In the listing that follows, count every line with the word "paths" in it and write only the total.

▶ **Available records**
________________

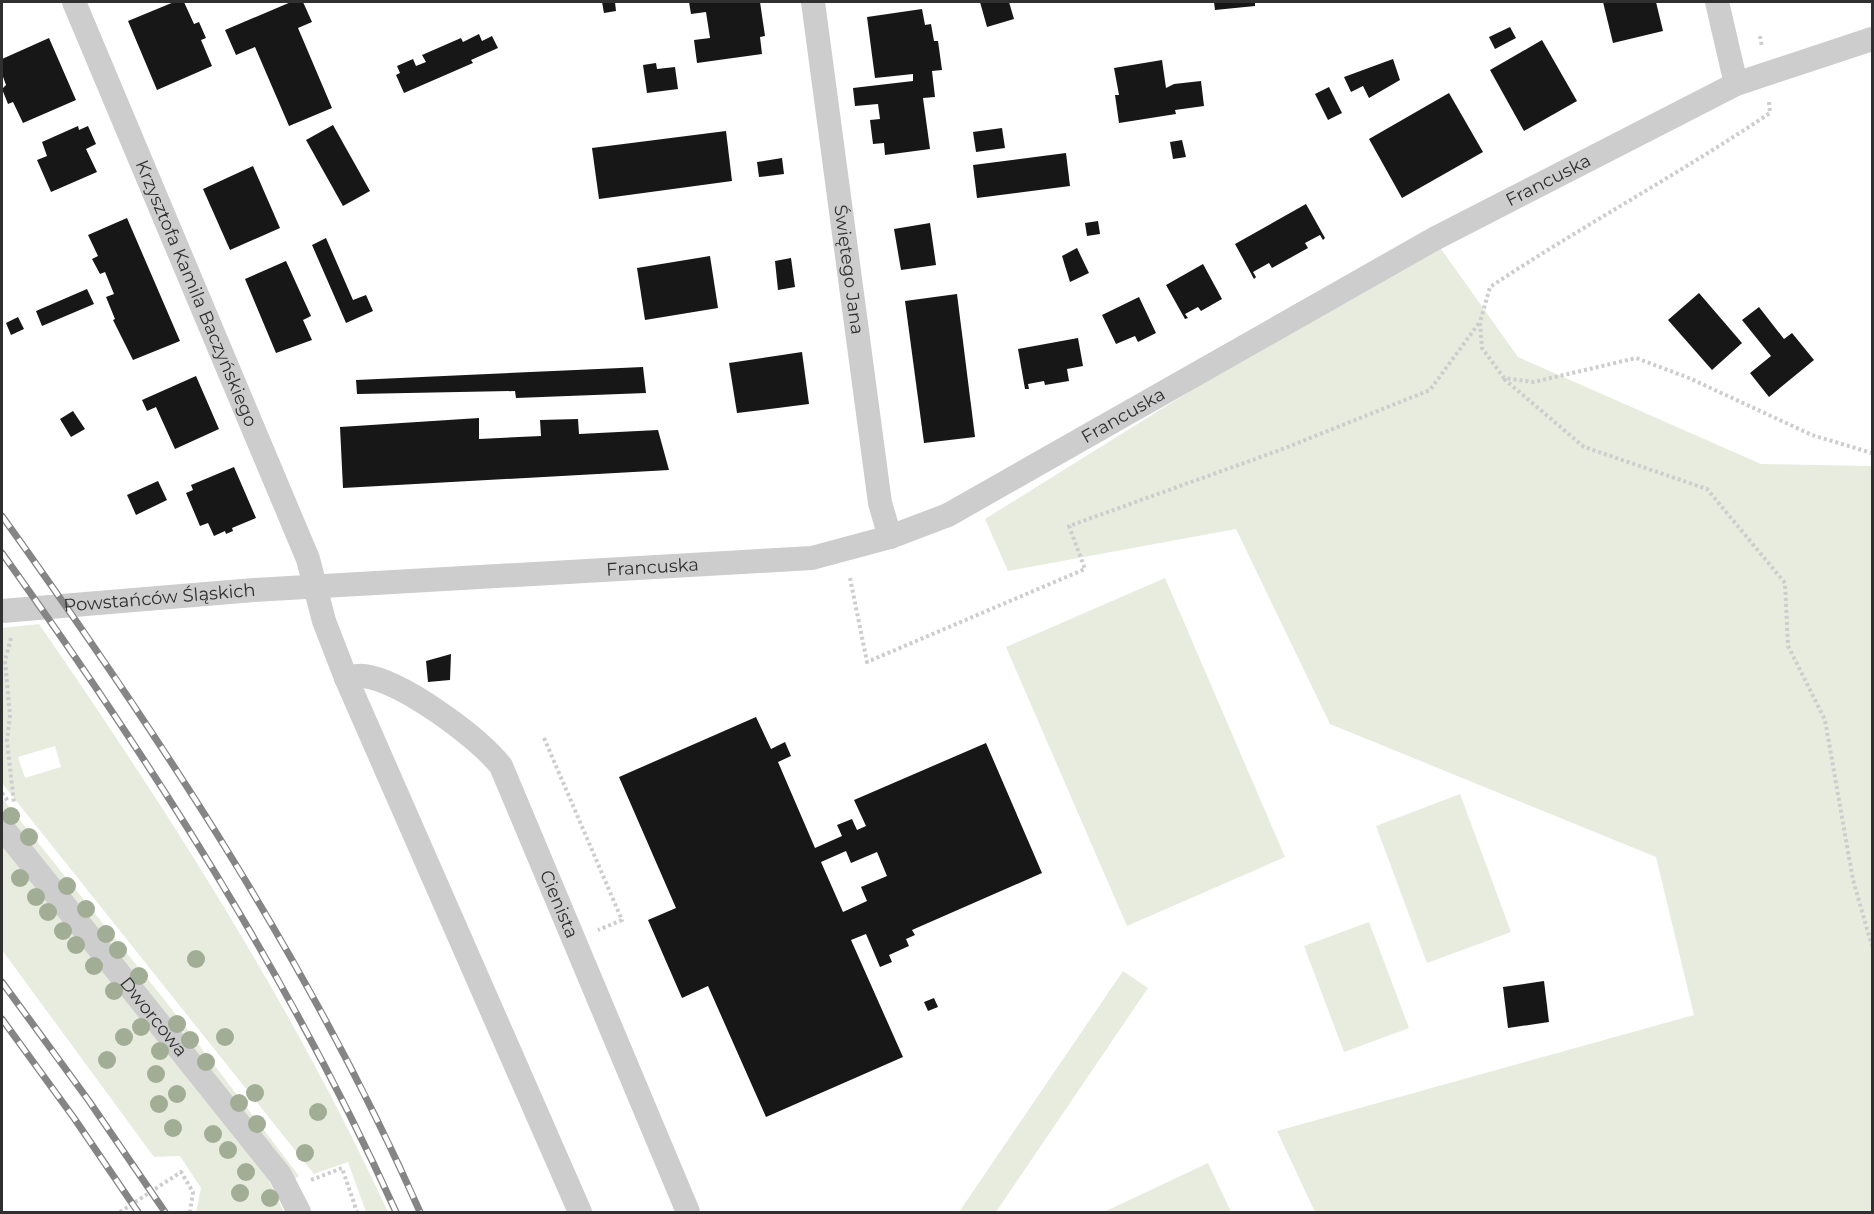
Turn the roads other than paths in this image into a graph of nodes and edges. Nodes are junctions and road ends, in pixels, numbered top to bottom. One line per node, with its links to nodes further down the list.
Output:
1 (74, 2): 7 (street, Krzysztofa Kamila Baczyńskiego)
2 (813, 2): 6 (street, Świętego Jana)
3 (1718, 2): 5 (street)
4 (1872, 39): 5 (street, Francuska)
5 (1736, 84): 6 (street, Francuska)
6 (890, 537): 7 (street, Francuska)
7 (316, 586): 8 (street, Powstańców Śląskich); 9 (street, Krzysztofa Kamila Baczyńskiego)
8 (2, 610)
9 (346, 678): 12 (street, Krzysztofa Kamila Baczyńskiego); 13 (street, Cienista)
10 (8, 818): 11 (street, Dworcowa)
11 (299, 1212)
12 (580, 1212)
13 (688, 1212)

________________

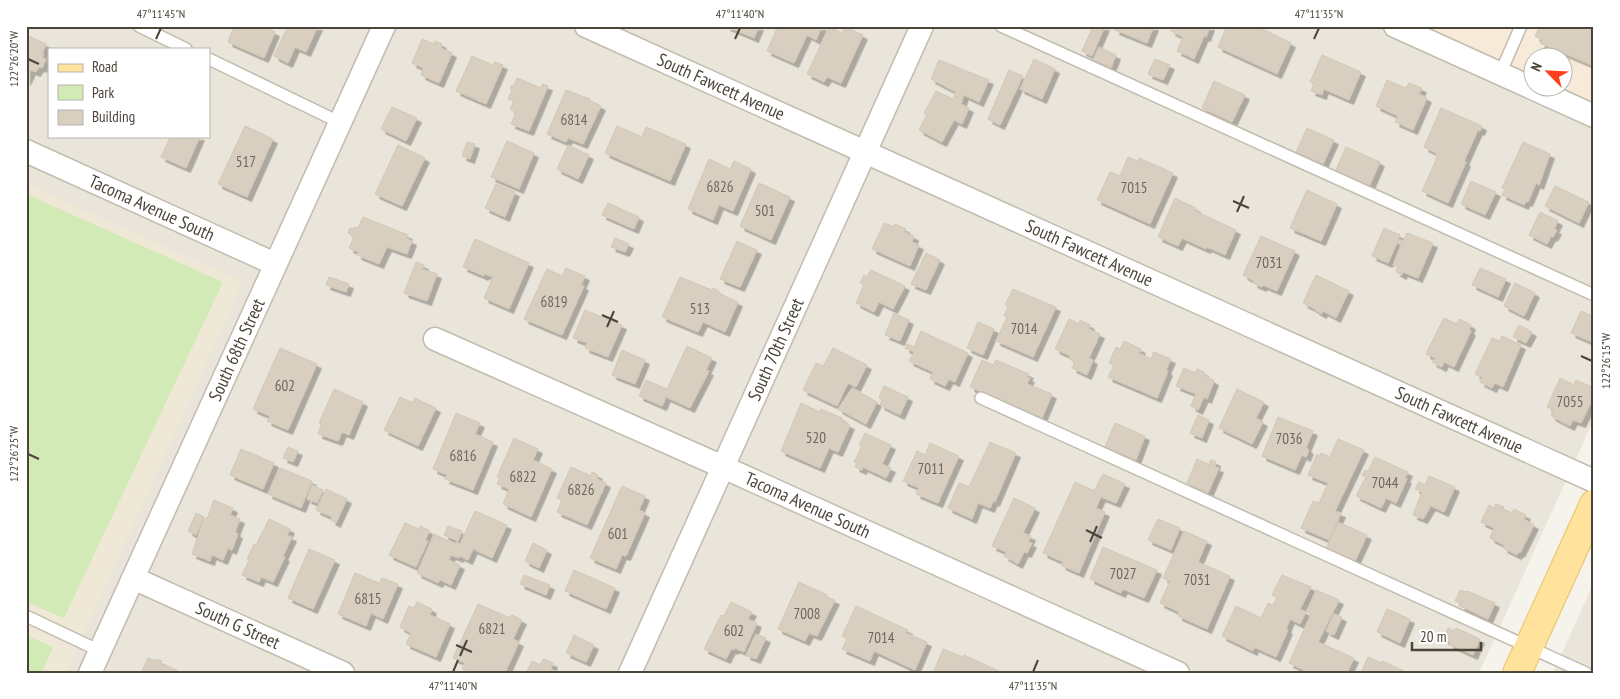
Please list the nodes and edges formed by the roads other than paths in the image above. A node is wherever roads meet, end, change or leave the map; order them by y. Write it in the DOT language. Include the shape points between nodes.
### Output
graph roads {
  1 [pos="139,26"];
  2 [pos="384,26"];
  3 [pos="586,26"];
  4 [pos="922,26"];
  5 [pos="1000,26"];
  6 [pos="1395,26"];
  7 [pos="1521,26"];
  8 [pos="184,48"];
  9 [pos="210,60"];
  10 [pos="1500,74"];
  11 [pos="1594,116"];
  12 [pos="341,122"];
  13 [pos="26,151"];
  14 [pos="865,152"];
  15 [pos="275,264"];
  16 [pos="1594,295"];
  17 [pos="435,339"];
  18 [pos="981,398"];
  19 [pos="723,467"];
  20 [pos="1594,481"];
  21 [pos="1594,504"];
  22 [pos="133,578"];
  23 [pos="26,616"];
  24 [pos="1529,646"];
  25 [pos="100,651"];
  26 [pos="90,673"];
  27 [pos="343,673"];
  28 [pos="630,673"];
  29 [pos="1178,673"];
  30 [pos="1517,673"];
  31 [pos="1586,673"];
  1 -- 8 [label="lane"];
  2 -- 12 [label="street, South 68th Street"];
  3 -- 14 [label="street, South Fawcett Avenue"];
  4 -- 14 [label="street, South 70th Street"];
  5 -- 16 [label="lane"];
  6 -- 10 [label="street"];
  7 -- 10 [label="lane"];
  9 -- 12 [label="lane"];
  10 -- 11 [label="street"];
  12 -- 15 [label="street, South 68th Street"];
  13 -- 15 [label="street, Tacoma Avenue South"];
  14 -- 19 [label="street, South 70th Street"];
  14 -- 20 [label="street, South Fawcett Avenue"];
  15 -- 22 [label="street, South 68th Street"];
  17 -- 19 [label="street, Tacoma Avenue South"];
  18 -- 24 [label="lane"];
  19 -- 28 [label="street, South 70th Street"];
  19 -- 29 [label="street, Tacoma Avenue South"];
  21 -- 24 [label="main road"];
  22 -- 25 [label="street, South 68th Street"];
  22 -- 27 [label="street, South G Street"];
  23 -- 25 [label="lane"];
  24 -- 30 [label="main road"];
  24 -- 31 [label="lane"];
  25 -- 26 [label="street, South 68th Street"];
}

________________

▶ **Exercise result**
2